TASK TO COMPLETE: In the listing below, locate the lines that hold "ring" and copy them.

- Opening Delimiter -

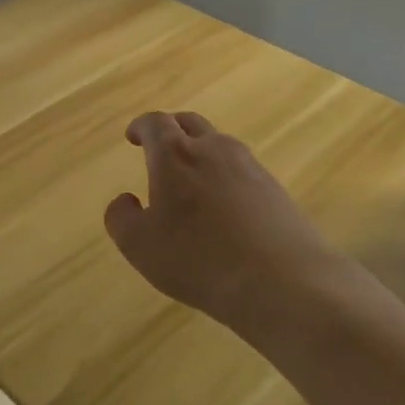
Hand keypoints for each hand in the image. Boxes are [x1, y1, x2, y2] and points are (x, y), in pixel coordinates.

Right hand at [104, 111, 349, 334]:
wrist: (283, 282)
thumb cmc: (198, 259)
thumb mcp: (140, 245)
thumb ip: (121, 218)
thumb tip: (125, 200)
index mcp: (175, 155)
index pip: (155, 123)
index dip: (140, 127)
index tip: (133, 136)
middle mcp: (213, 149)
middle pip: (190, 123)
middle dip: (171, 129)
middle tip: (160, 146)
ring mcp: (250, 167)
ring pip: (219, 145)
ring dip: (201, 152)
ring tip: (191, 179)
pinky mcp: (275, 189)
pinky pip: (242, 170)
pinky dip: (225, 176)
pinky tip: (224, 207)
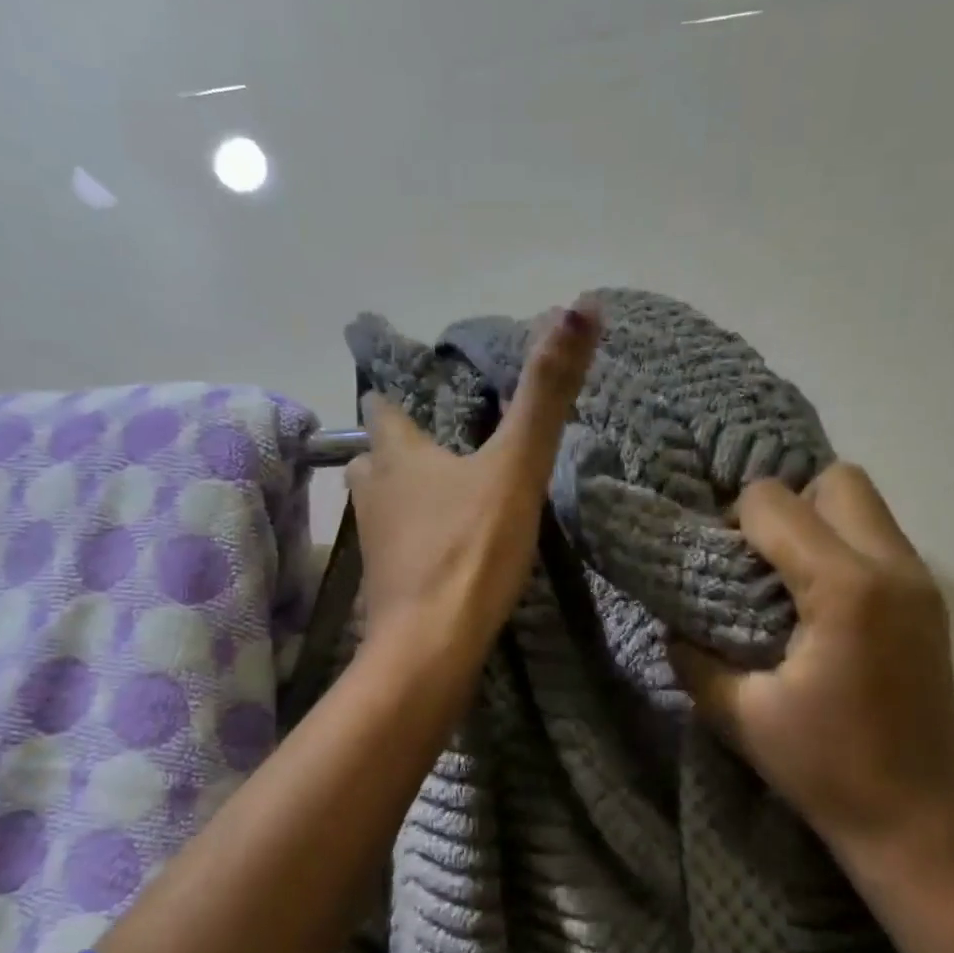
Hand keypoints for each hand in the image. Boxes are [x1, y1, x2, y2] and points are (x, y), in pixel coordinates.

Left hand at [349, 300, 599, 668]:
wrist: (432, 647)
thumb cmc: (471, 549)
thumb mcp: (517, 466)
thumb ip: (546, 392)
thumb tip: (580, 305)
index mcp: (397, 454)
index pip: (383, 408)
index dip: (398, 398)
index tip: (424, 396)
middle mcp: (373, 492)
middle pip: (377, 457)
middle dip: (402, 449)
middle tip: (443, 448)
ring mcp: (374, 542)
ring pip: (383, 502)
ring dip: (407, 495)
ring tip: (448, 496)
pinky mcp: (384, 585)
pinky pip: (397, 546)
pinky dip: (415, 539)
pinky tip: (445, 550)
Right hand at [669, 464, 953, 868]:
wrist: (916, 823)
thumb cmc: (824, 768)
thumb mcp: (739, 714)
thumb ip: (693, 658)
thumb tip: (673, 625)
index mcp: (844, 589)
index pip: (775, 503)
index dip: (733, 520)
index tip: (718, 563)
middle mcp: (893, 568)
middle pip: (836, 480)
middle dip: (785, 503)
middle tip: (756, 557)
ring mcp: (922, 584)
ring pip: (865, 504)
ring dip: (817, 521)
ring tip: (784, 577)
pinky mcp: (931, 604)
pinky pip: (881, 539)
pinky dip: (842, 546)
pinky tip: (817, 601)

- Closing Delimiter -

EXPECTED OUTPUT:
ring mcp: (250, 167)
ring pip: (219, 145)
ring dip: (201, 152)
ring tip: (191, 179)
ring mcp: (374, 542)
ring pip: (383, 502)
ring dip: (407, 495)
ring tip: (448, 496)
ring mcp: (922, 584)
ring pip: (865, 504)
ring dip: (817, 521)
ring tip: (784, 577)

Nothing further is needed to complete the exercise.